REQUIRED ACTION:
Your answer is a copy of every line in the records where "junction" appears.
MATERIAL FOR THIS EXERCISE Block Start
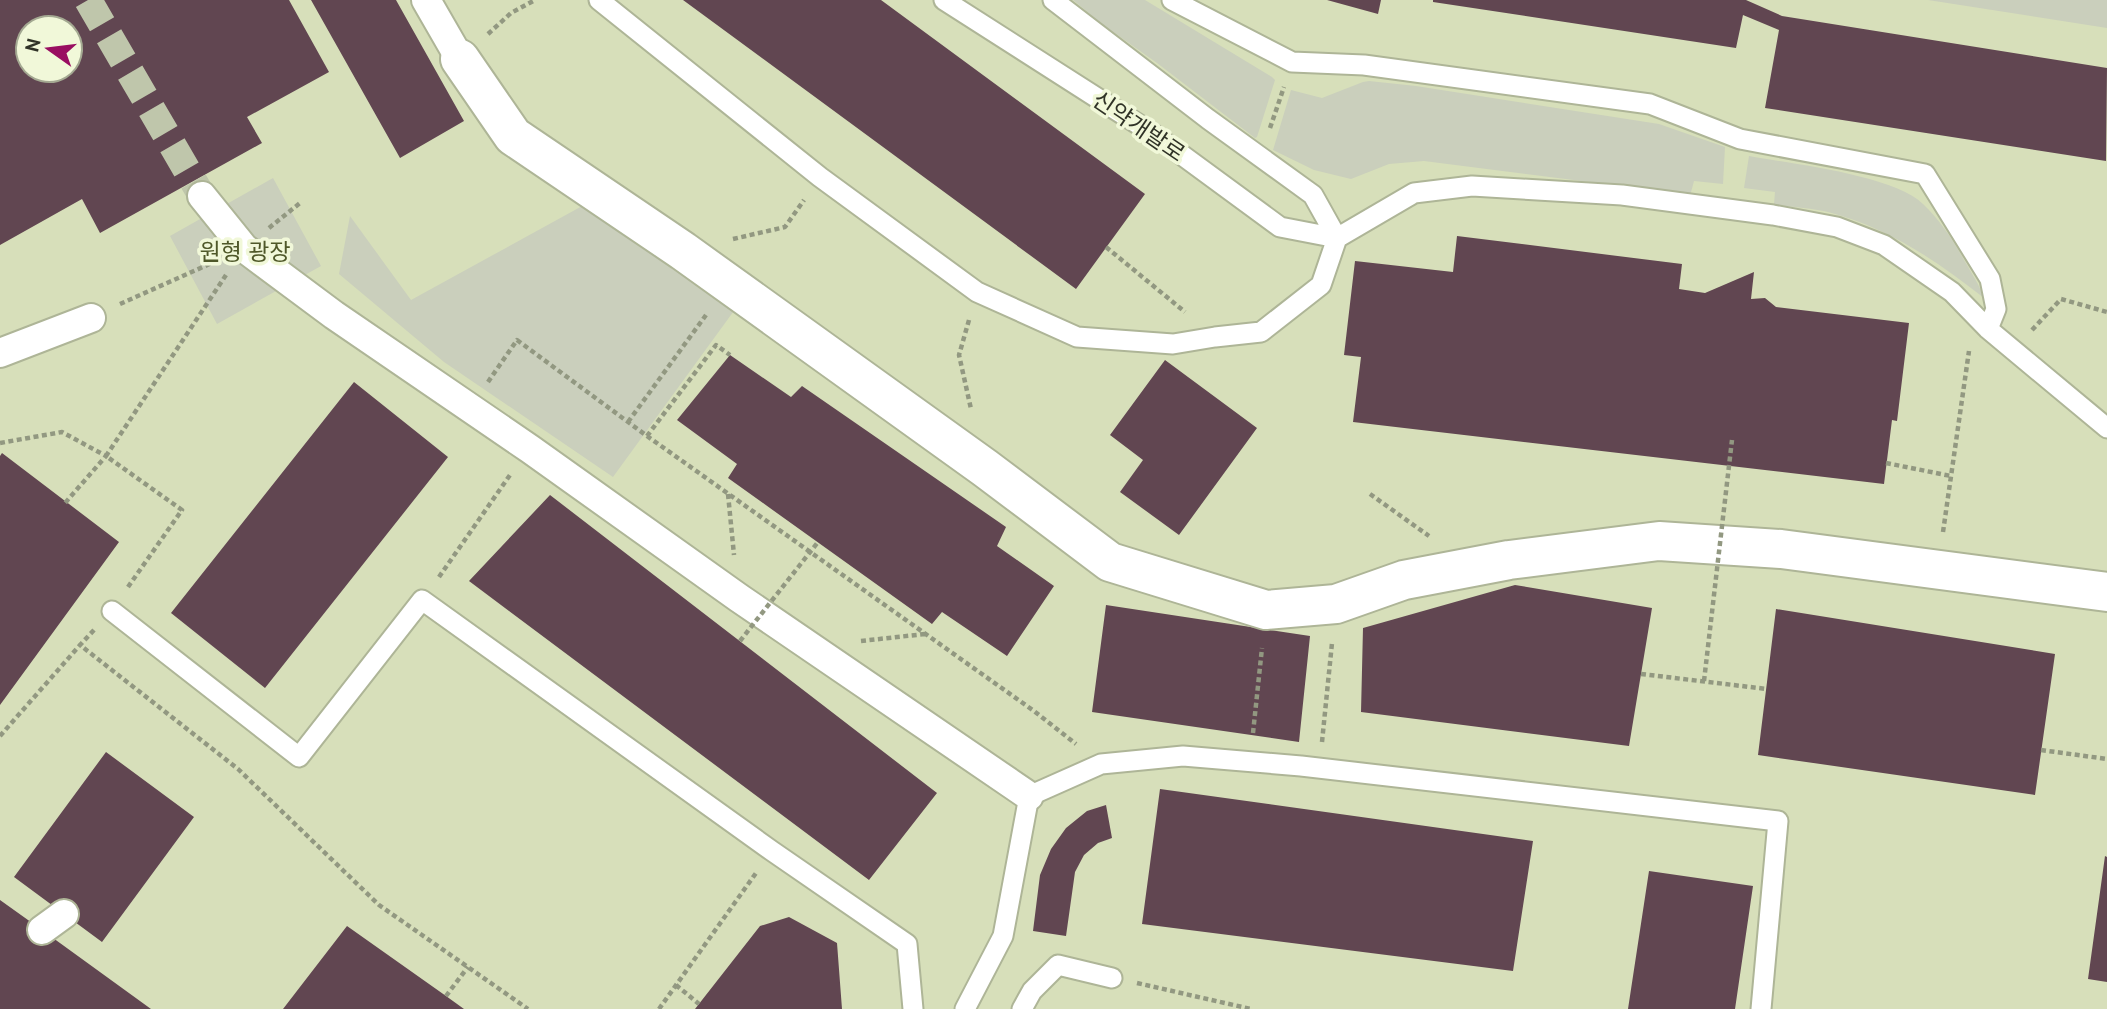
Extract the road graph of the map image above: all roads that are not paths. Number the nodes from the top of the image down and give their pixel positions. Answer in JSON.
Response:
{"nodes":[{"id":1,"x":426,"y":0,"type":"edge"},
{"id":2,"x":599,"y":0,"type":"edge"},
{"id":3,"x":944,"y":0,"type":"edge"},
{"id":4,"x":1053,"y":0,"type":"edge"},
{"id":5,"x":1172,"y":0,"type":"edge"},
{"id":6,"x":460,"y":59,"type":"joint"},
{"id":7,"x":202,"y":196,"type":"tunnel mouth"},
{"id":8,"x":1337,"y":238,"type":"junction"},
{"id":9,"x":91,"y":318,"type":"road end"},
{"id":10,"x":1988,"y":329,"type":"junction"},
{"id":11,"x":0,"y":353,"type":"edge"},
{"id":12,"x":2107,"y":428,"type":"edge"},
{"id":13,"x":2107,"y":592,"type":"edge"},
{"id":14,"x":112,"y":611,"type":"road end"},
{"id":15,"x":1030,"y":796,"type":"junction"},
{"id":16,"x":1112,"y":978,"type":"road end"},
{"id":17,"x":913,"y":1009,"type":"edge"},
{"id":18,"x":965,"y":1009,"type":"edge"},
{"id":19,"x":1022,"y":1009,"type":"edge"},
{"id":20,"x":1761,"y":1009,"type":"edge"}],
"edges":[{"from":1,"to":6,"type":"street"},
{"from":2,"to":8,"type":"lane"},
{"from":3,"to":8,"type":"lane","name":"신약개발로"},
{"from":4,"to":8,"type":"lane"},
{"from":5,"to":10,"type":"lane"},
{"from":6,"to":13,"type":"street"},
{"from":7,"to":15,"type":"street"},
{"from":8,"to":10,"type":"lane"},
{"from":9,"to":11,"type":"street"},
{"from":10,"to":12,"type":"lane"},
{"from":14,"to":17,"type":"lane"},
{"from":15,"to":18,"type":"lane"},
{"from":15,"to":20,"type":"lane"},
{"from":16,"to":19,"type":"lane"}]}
MATERIAL FOR THIS EXERCISE Block End
SOLUTION:
{"id":8,"x":1337,"y":238,"type":"junction"},
{"id":10,"x":1988,"y":329,"type":"junction"},
{"id":15,"x":1030,"y":796,"type":"junction"},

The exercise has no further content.